Task description: Please retype the listing below, matching every line exactly.

....................

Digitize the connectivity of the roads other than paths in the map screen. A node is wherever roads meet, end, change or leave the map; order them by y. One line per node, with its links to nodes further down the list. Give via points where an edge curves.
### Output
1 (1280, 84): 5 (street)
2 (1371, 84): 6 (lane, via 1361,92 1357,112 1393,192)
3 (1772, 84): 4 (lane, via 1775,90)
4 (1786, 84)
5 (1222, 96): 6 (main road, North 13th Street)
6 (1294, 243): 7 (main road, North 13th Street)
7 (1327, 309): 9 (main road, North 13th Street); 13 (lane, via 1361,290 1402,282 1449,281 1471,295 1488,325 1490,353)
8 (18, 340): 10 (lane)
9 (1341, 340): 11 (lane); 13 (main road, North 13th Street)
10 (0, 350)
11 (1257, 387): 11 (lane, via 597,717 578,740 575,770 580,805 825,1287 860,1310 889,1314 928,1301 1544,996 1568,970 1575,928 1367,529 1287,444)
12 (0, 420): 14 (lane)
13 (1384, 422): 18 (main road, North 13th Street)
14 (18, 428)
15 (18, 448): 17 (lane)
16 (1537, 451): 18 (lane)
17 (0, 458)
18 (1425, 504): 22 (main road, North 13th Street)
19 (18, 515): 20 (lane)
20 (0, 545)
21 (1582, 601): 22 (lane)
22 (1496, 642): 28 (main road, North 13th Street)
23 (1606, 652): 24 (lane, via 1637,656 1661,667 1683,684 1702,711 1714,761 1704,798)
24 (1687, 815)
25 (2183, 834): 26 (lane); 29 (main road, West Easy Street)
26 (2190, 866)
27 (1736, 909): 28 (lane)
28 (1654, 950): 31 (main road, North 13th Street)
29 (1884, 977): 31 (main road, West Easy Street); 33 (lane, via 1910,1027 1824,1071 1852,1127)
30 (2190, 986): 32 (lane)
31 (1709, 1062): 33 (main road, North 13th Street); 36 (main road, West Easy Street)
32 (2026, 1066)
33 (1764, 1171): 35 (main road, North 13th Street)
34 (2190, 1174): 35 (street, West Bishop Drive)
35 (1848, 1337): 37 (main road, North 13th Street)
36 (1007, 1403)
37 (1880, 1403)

....................

Response area:
Digitize the connectivity of the roads other than paths in the map screen. A node is wherever roads meet, end, change or leave the map; order them by y. One line per node, with its links to nodes further down the list. Give via points where an edge curves.
### Output
1 (1280, 84): 5 (street)
2 (1371, 84): 6 (lane, via 1361,92 1357,112 1393,192)
3 (1772, 84): 4 (lane, via 1775,90)
4 (1786, 84)
5 (1222, 96): 6 (main road, North 13th Street)
6 (1294, 243): 7 (main road, North 13th Street)
7 (1327, 309): 9 (main road, North 13th Street); 13 (lane, via 1361,290 1402,282 1449,281 1471,295 1488,325 1490,353)
8 (18, 340): 10 (lane)
9 (1341, 340): 11 (lane); 13 (main road, North 13th Street)
10 (0, 350)
11 (1257, 387): 11 (lane, via 597,717 578,740 575,770 580,805 825,1287 860,1310 889,1314 928,1301 1544,996 1568,970 1575,928 1367,529 1287,444)
12 (0, 420): 14 (lane)
13 (1384, 422): 18 (main road, North 13th Street)
14 (18, 428)
15 (18, 448): 17 (lane)
16 (1537, 451): 18 (lane)
17 (0, 458)
18 (1425, 504): 22 (main road, North 13th Street)
19 (18, 515): 20 (lane)
20 (0, 545)
21 (1582, 601): 22 (lane)
22 (1496, 642): 28 (main road, North 13th Street)
23 (1606, 652): 24 (lane, via 1637,656 1661,667 1683,684 1702,711 1714,761 1704,798)
24 (1687, 815)
25 (2183, 834): 26 (lane); 29 (main road, West Easy Street)
26 (2190, 866)
27 (1736, 909): 28 (lane)
28 (1654, 950): 31 (main road, North 13th Street)
29 (1884, 977): 31 (main road, West Easy Street); 33 (lane, via 1910,1027 1824,1071 1852,1127)
30 (2190, 986): 32 (lane)
31 (1709, 1062): 33 (main road, North 13th Street); 36 (main road, West Easy Street)
32 (2026, 1066)
33 (1764, 1171): 35 (main road, North 13th Street)
34 (2190, 1174): 35 (street, West Bishop Drive)
35 (1848, 1337): 37 (main road, North 13th Street)
36 (1007, 1403)
37 (1880, 1403)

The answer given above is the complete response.